Emigrating from Bohemia to Black Hawk, Nebraska, with her family, Ántonia discovers no white-framed farmhouse or snug barn. Instead, the cultured Shimerda family finds itself huddled in a primitive sod house buffeted by the ceaselessly blowing winds on the Midwest prairie. For her childhood friend Jim Burden, Ántonia comes to embody the elemental spirit of this frontier. Working alongside men, she survives without compromising the rich, deep power of her nature. And Willa Cather’s lush descriptions of the rolling Nebraska grasslands interweave with the blossoming of a woman in the early days of the twentieth century in a novel that is an epic chronicle of America’s past. The novel Cather herself considered her best, My Ántonia is one of those rare, highly prized works of great literature that not only enriches its readers but immerses them in a tale superbly told.

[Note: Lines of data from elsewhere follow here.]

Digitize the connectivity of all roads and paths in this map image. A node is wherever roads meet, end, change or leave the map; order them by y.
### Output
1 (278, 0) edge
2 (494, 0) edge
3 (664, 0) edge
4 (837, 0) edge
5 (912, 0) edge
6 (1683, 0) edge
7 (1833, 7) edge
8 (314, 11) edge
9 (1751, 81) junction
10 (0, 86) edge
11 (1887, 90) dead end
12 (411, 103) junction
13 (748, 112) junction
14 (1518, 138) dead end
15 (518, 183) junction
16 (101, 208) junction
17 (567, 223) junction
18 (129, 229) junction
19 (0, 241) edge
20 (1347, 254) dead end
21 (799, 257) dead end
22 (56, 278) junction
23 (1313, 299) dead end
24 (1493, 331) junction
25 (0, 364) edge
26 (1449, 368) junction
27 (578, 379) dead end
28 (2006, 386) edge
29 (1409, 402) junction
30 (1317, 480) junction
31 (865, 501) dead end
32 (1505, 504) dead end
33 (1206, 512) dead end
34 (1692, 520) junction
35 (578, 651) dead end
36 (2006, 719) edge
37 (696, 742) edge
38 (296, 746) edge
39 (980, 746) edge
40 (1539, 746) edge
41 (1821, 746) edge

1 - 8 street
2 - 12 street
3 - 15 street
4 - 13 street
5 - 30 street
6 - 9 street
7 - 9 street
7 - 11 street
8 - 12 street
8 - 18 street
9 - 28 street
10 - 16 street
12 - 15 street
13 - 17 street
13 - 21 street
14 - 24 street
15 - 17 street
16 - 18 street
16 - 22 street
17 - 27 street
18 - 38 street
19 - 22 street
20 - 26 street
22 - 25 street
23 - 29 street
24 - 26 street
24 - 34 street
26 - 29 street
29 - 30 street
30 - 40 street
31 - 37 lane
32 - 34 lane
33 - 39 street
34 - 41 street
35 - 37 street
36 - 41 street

With an Introduction by Marilyn Sides
and an Afterword by Terese Svoboda
Author
Willa Cather
WILLA CATHER was born in Virginia in 1873, and was about nine years old when her family moved to Red Cloud, Nebraska. After graduating from the University of Nebraska, she worked for a Lincoln, Nebraska, newspaper, then moved to Pittsburgh and finally to New York City. There she joined McClure’s magazine. After meeting the author Sarah Orne Jewett, she decided to quit journalism and devote herself full time to fiction. Her first novel, Alexander’s Bridge, appeared in 1912, but her place in American literature was established with her first Nebraska novel, O Pioneers!, published in 1913, followed by her most famous pioneer novel, My Antonia, in 1918. In 1922 she won the Pulitzer Prize for One of Ours. Her other novels include Death Comes for the Archbishop, Shadows on the Rock, The Song of the Lark, The Professor’ s House, My Mortal Enemy, and Lucy Gayheart. She died in 1947.